[Task item] Return every line of the entries that includes the word "true".

══ Data records ══

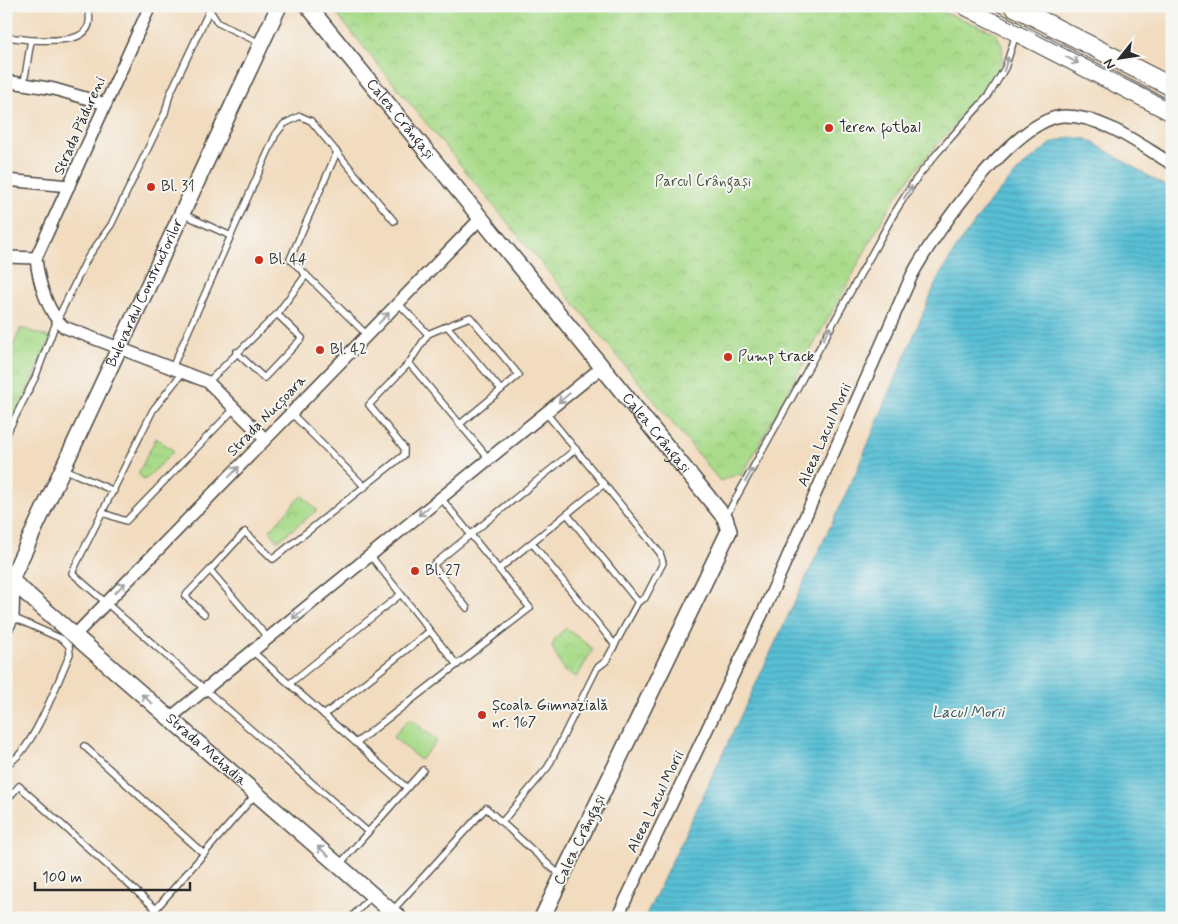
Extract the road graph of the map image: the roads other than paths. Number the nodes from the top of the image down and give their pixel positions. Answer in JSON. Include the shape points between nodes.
{"nodes":[{"id":1,"x":87,"y":6,"type":"edge"},
{"id":2,"x":150,"y":6,"type":"edge"},
{"id":3,"x":279,"y":6,"type":"edge"},
{"id":4,"x":308,"y":6,"type":"edge"},
{"id":5,"x":966,"y":6,"type":"edge"},
{"id":6,"x":1013,"y":6,"type":"edge"},
{"id":7,"x":208,"y":9,"type":"edge"},
{"id":8,"x":1017,"y":32,"type":"junction"},
{"id":9,"x":6,"y":37,"type":"edge"},
{"id":10,"x":31,"y":40,"type":"junction"},
{"id":11,"x":262,"y":44,"type":"junction"},
{"id":12,"x":6,"y":81,"type":"edge"},
{"id":13,"x":24,"y":83,"type":"junction"},
{"id":14,"x":1172,"y":87,"type":"edge"},
{"id":15,"x":106,"y":104,"type":"junction"},
{"id":16,"x":1172,"y":112,"type":"edge"},
{"id":17,"x":337,"y":152,"type":"junction"},
{"id":18,"x":1172,"y":164,"type":"edge"},
{"id":19,"x":6,"y":180,"type":"edge"},
{"id":20,"x":69,"y":186,"type":"junction"},
{"id":21,"x":182,"y":214,"type":"junction"},
{"id":22,"x":481,"y":218,"type":"junction"},
{"id":23,"x":394,"y":221,"type":"dead end"},
{"id":24,"x":231,"y":236,"type":"junction"},
{"id":25,"x":6,"y":257,"type":"edge"},
{"id":26,"x":36,"y":258,"type":"junction"},
{"id":27,"x":306,"y":275,"type":"junction"},
{"id":28,"x":398,"y":304,"type":"junction"},
{"id":29,"x":277,"y":314,"type":"junction"},
{"id":30,"x":57,"y":320,"type":"junction"},
{"id":31,"x":447,"y":326,"type":"junction"},
{"id":32,"x":428,"y":334,"type":"junction"},
{"id":33,"x":367,"y":335,"type":"junction"},
{"id":34,"x":120,"y":348,"type":"junction"},
{"id":35,"x":236,"y":352,"type":"junction"},
{"id":36,"x":409,"y":363,"type":"junction"},
{"id":37,"x":602,"y":367,"type":"junction"},
{"id":38,"x":177,"y":370,"type":"junction"},
{"id":39,"x":208,"y":382,"type":"junction"},
{"id":40,"x":501,"y":390,"type":"junction"},
{"id":41,"x":234,"y":409,"type":"junction"},
{"id":42,"x":290,"y":413,"type":"junction"},
{"id":43,"x":546,"y":413,"type":"junction"},
{"id":44,"x":460,"y":424,"type":"junction"},
{"id":45,"x":6,"y":436,"type":"edge"},
{"id":46,"x":265,"y":439,"type":"junction"},
{"id":47,"x":576,"y":449,"type":"junction"},
{"id":48,"x":489,"y":459,"type":"junction"},
{"id":49,"x":64,"y":469,"type":"junction"},
{"id":50,"x":604,"y":484,"type":"junction"},
{"id":51,"x":365,"y":487,"type":"junction"},
{"id":52,"x":114,"y":491,"type":"junction"},
{"id":53,"x":441,"y":498,"type":"junction"},
{"id":54,"x":103,"y":513,"type":"junction"},
{"id":55,"x":567,"y":514,"type":"junction"},
{"id":56,"x":725,"y":518,"type":"junction"},
{"id":57,"x":471,"y":534,"type":"junction"},
{"id":58,"x":532,"y":542,"type":"junction"},
{"id":59,"x":370,"y":555,"type":"junction"},
{"id":60,"x":499,"y":569,"type":"junction"},
{"id":61,"x":210,"y":570,"type":"junction"},
{"id":62,"x":8,"y":583,"type":"edge"},
{"id":63,"x":401,"y":594,"type":"junction"},
{"id":64,"x":638,"y":602,"type":"junction"},
{"id":65,"x":106,"y":603,"type":"junction"},
{"id":66,"x":467,"y":608,"type":"dead end"},
{"id":67,"x":204,"y":614,"type":"dead end"},
{"id":68,"x":9,"y":622,"type":"edge"},
{"id":69,"x":430,"y":631,"type":"junction"},
{"id":70,"x":74,"y":636,"type":"junction"},
{"id":71,"x":268,"y":638,"type":"junction"},
{"id":72,"x":615,"y":645,"type":"junction"},
{"id":73,"x":252,"y":651,"type":"junction"},
{"id":74,"x":457,"y":665,"type":"junction"},
{"id":75,"x":289,"y":684,"type":"junction"},
{"id":76,"x":204,"y":690,"type":"junction"},
{"id":77,"x":324,"y":715,"type":"junction"},
{"id":78,"x":170,"y":718,"type":"junction"},
{"id":79,"x":356,"y":743,"type":"junction"},
{"id":80,"x":84,"y":746,"type":"dead end"},
{"id":81,"x":6,"y":764,"type":"edge"},
{"id":82,"x":423,"y":770,"type":"dead end"},
{"id":83,"x":407,"y":788,"type":"junction"},
{"id":84,"x":256,"y":793,"type":"junction"},
{"id":85,"x":6,"y":801,"type":"edge"},
{"id":86,"x":502,"y":822,"type":"junction"},
{"id":87,"x":368,"y":832,"type":"junction"},
{"id":88,"x":204,"y":854,"type":"junction"},
{"id":89,"x":339,"y":865,"type":"junction"},
{"id":90,"x":562,"y":877,"type":"junction"},
{"id":91,"x":372,"y":894,"type":"junction"},
{"id":92,"x":156,"y":909,"type":"junction"},
{"id":93,"x":395,"y":914,"type":"edge"},
{"id":94,"x":148,"y":918,"type":"edge"},
{"id":95,"x":351,"y":918,"type":"edge"},
{"id":96,"x":542,"y":918,"type":"edge"},
{"id":97,"x":617,"y":918,"type":"edge"}],
"edges":[{"from":1,"to":10,"type":"lane","via":[[89,19],[86,29],[75,39]]},
{"from":2,"to":15,"type":"street","name":"Strada Pădureni"},
{"from":3,"to":11,"type":"street","name":"Bulevardul Constructorilor"},
{"from":4,"to":22,"type":"street","name":"Calea Crângași"},
{"from":5,"to":8,"type":"main road"},
{"from":6,"to":14,"type":"main road"},
{"from":7,"to":11,"type":"lane","via":[[223,26]]},
{"from":7,"to":30,"type":"lane","via":[[170,94],[165,113],[110,225],[88,257]]},
{"from":8,"to":16,"type":"main road","one_way":true},
{"from":56,"to":8,"type":"lane","one_way":true,"via":[[895,212],[916,179],[999,81]]},
{"from":9,"to":10,"type":"lane"},
{"from":10,"to":13,"type":"lane"},
{"from":11,"to":21,"type":"street","name":"Bulevardul Constructorilor"},
{"from":12,"to":13,"type":"street"},
{"from":13,"to":15,"type":"street"},
{"from":15,"to":20,"type":"street","name":"Strada Pădureni"},
{"from":17,"to":23,"type":"lane"},
{"from":17,"to":24,"type":"lane","via":[[311,121],[300,116],[284,124],[276,134]]},
{"from":17,"to":27,"type":"lane","via":[[290,259]]},
{"from":18,"to":97,"type":"street","name":"Aleea Lacul Morii","via":[[1104,124],[1066,116],[1050,118],[1009,148],[976,182],[932,240],[912,275],[766,608]]},
{"from":19,"to":20,"type":"street"},
{"from":20,"to":26,"type":"street","name":"Strada Pădureni"},
{"from":21,"to":24,"type":"lane"},
{"from":21,"to":34,"type":"street","name":"Bulevardul Constructorilor"},
{"from":22,"to":28,"type":"street","name":"Strada Nucșoara"},
{"from":22,"to":37,"type":"street","name":"Calea Crângași"},
{"from":24,"to":38,"type":"lane"},
{"from":25,"to":26,"type":"street"},
{"from":26,"to":30,"type":"street","via":[[37,271]]},
{"from":27,"to":29,"type":"lane"},
{"from":27,"to":33,"type":"lane"},
{"from":28,"to":32,"type":"lane"},
{"from":33,"to":28,"type":"street","name":"Strada Nucșoara","one_way":true},
{"from":29,"to":35,"type":"lane","via":[[246,347]]},
{"from":29,"to":35,"type":"lane","via":[[302,338],[264,378]]},
{"from":30,"to":34,"type":"street","via":[[64,327]]},
{"from":30,"to":45,"type":"lane","via":[[35,378]]},
{"from":31,"to":32,"type":"lane"},
{"from":31,"to":40,"type":"lane"},
{"from":31,"to":40,"type":"lane","via":[[470,317],[518,375]]},
{"from":32,"to":36,"type":"lane"},
{"from":33,"to":42,"type":"street","name":"Strada Nucșoara"},
{"from":34,"to":38,"type":"street"},
{"from":34,"to":49,"type":"street","name":"Bulevardul Constructorilor"},
{"from":35,"to":39,"type":"lane"},
{"from":36,"to":44,"type":"lane"},
{"from":36,"to":51,"type":"lane","via":[[369,406],[404,448],[405,454]]},
{"from":37,"to":43,"type":"street","one_way":true},
{"from":37,"to":56,"type":"street","name":"Calea Crângași"},
{"from":38,"to":39,"type":"street"},
{"from":38,"to":52,"type":"lane","via":[[153,410]]},
{"from":39,"to":41,"type":"street"},
{"from":40,"to":44,"type":"lane"},
{"from":41,"to":46,"type":"street"},
{"from":41,"to":54,"type":"lane","via":[[126,521]]},
{"from":42,"to":46,"type":"street","name":"Strada Nucșoara"},
{"from":42,"to":51,"type":"lane"},
{"from":43,"to":47,"type":"lane"},
{"from":43,"to":48,"type":"street"},
{"from":44,"to":48,"type":"lane"},
{"from":65,"to":46,"type":"street","name":"Strada Nucșoara","one_way":true},
{"from":47,"to":50,"type":"lane"},
{"from":47,"to":57,"type":"lane"},
{"from":48,"to":53,"type":"street"},
{"from":49,"to":52,"type":"lane"},
{"from":49,"to":62,"type":"street","name":"Bulevardul Constructorilor"},
{"from":50,"to":55,"type":"lane"},
{"from":50,"to":64,"type":"lane","via":[[663,560],[645,598]]},
{"from":51,"to":61,"type":"lane","via":[[273,559],[245,532]]},
{"from":52,"to":54,"type":"lane"},
{"from":53,"to":57,"type":"lane"},
{"from":53,"to":59,"type":"street","one_way":true},
{"from":54,"to":65,"type":"lane","via":[[72,573]]},
{"from":55,"to":58,"type":"lane"},
{"from":55,"to":64,"type":"lane"},
{"from":56,"to":90,"type":"street","name":"Calea Crângași","via":[[728,531]]},
{"from":57,"to":60,"type":"lane"},
{"from":57,"to":66,"type":"lane","via":[[433,565]]},
{"from":58,"to":60,"type":"lane"},
{"from":58,"to":72,"type":"lane"},
{"from":59,"to":63,"type":"lane"},
{"from":59,"to":71,"type":"street","one_way":true},
{"from":60,"to":74,"type":"lane","via":[[530,608]]},
{"from":61,"to":67,"type":"lane","via":[[185,596]]},
{"from":61,"to":71,"type":"lane"},
{"from":62,"to":68,"type":"street","name":"Bulevardul Constructorilor"},
{"from":62,"to":70,"type":"street","name":"Strada Mehadia"},
{"from":63,"to":69,"type":"lane"},
{"from":63,"to":75,"type":"lane"},
{"from":64,"to":72,"type":"lane"},
{"from":65,"to":70,"type":"street","name":"Strada Nucșoara"},
{"from":65,"to":76,"type":"lane"},
{"from":68,"to":81,"type":"lane","via":[[62,639],[69,646],[70,654],[32,739],[18,757]]},
{"from":69,"to":74,"type":"lane"},
{"from":69,"to":77,"type":"lane"},
{"from":78,"to":70,"type":"street","name":"Strada Mehadia","one_way":true},
{"from":71,"to":73,"type":"street"},
{"from":72,"to":86,"type":"lane","via":[[606,661],[597,668],[548,767]]},
{"from":73,"to":75,"type":"lane"},
{"from":73,"to":76,"type":"street"},
{"from":74,"to":79,"type":"lane"},
{"from":75,"to":77,"type":"lane"},
{"from":76,"to":78,"type":"street"},
{"from":76,"to":87,"type":"lane"},
{"from":77,"to":79,"type":"lane"},
{"from":78,"to":84,"type":"street","name":"Strada Mehadia"},
{"from":79,"to":83,"type":"lane"},
{"from":80,"to":88,"type":"lane"},
{"from":82,"to":83,"type":"lane"},
{"from":83,"to":87,"type":"lane"},
{"from":84,"to":88,"type":"lane"},
{"from":89,"to":84,"type":"street","name":"Strada Mehadia","one_way":true},
{"from":85,"to":92,"type":"lane","via":[[19,786]]},
{"from":86,"to":90,"type":"lane"},
{"from":86,"to":93,"type":"lane","via":[[486,808]]},
{"from":87,"to":89,"type":"lane"},
{"from":88,"to":92,"type":"lane"},
{"from":89,"to":91,"type":"street","name":"Strada Mehadia"},
{"from":90,"to":96,"type":"street","name":"Calea Crângași"},
{"from":91,"to":93,"type":"street","name":"Strada Mehadia"},
{"from":91,"to":95,"type":"lane"},
{"from":92,"to":94,"type":"lane"}]}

═══

[Response box]
{"from":8,"to":16,"type":"main road","one_way":true},
{"from":56,"to":8,"type":"lane","one_way":true,"via":[[895,212],[916,179],[999,81]]},
{"from":33,"to":28,"type":"street","name":"Strada Nucșoara","one_way":true},
{"from":37,"to":43,"type":"street","one_way":true},
{"from":65,"to":46,"type":"street","name":"Strada Nucșoara","one_way":true},
{"from":53,"to":59,"type":"street","one_way":true},
{"from":59,"to":71,"type":"street","one_way":true},
{"from":78,"to":70,"type":"street","name":"Strada Mehadia","one_way":true},
{"from":89,"to":84,"type":"street","name":"Strada Mehadia","one_way":true},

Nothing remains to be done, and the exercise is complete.